Thank you, Friederike Mayröcker!

Friederike Mayröcker does not write short stories, but that was the whole point of inviting her to read at the Short Story Conference in Vienna last year. The theme of the conference was “unbraiding the short story”, a theme suggested by a North American writer, intended to portray three strands in a plait: history, psychology and technique – if I remember rightly. But Wien ist anders!  Vienna is different! Just look at the plaits in Sissi’s hair. Unbraid them and you get tendrils going all over the place, opening up to a myriad of creative opportunities, the recent rise of flash fiction being just one. And that was the argument I used to convince Friederike Mayröcker to be part of the conference and the plenary on Austrian Literature, plenary that included the novelist and short story writer, Doron Rabinovici. At that plenary, moderated by Anne Zauner of the Literaturhaus, the particular situation of the Austrian short story was indicated: the need to first break the language to free it from the burden of recent history and then start again. But Mayröcker went her own way, never looking back, always forward, each day confronted with a new page.

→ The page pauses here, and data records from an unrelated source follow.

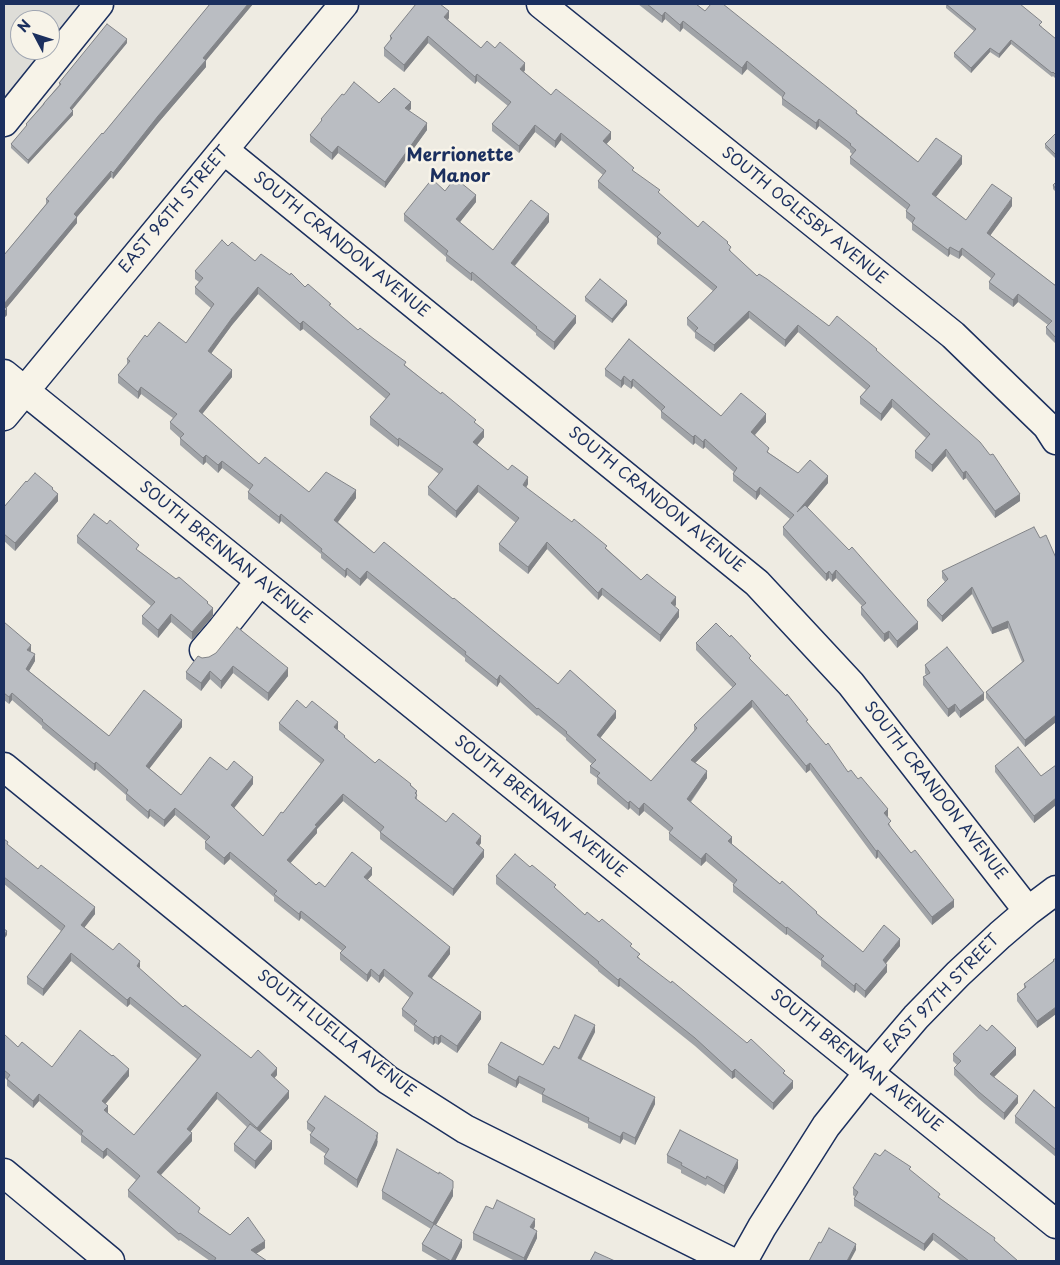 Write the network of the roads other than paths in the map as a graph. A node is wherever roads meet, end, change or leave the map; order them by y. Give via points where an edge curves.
1 (99, 4) edge
2 (344, 4) edge
3 (541, 4) edge
4 (4, 122) edge
5 (224, 150) junction
6 (14, 382) edge
7 (4, 416) edge
8 (1056, 440) edge
9 (260, 581) junction
10 (204, 650) dead end
11 (4, 767) edge
12 (1056, 890) edge
13 (1028, 911) junction
14 (869, 1072) junction
15 (4, 1174) edge
16 (1056, 1224) edge
17 (110, 1261) edge
18 (730, 1261) edge
19 (743, 1261) edge

1 - 4 street
2 - 5 street, EAST 96TH STREET
3 - 8 street, SOUTH OGLESBY AVENUE via 952,336 1047,426
5 - 6 street, EAST 96TH STREET
5 - 13 street, SOUTH CRANDON AVENUE via 758,583 851,684
6 - 7 street, EAST 96TH STREET
6 - 9 street, SOUTH BRENNAN AVENUE
9 - 10 street
9 - 14 street, SOUTH BRENNAN AVENUE
11 - 18 street, SOUTH LUELLA AVENUE via 388,1080 465,1129
12 - 13 street, EAST 97TH STREET
13 - 14 street, EAST 97TH STREET via 958,974
14 - 16 street, SOUTH BRENNAN AVENUE
14 - 19 street, EAST 97TH STREET via 826,1126
15 - 17 street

Some writers always write the same story. Mayröcker writes something new with each new page. She writes every day, enjoys Bach, Glenn Gould and Procol Harum, and has a soft spot for Snoopy.

Some of Mayröcker’s work has been translated into English, but you have to look for it.

Marina Warner, in a recent article in The Guardian calls for more works to be translated into English. May works that do not fall easily into the boxes constructed as genre labelling also be considered.

Many short story writers don’t just write short stories. Some are poets, novelists, playwrights. At the Vienna conference, Mayröcker, who understands English, had a poetic exchange with the Australian, poet and short-story writer, Andy Kissane. Ah, again the Austr(al)ian connection.

And so it was that I was moved and honoured to be able to witness Friederike Mayröcker being made a citizen of honour of the City of Vienna on 3 June. The honour has been awarded since 1799; Mayröcker is one of five women, but the first woman writer.

I was particularly struck by the atmosphere of an audience of well-wishers, by the speeches, obligatory, yes, but ones that had been carefully thought out and came from the heart, by the interludes of Bach, and the fact that it was in this room, the Roter Salon of Vienna’s Town Hall that Austria’s neutrality was proclaimed in 1945.

The event was one that moved me, especially in these times of right-leaning politics that threaten our humanity, both in Austria and Australia. Onwards!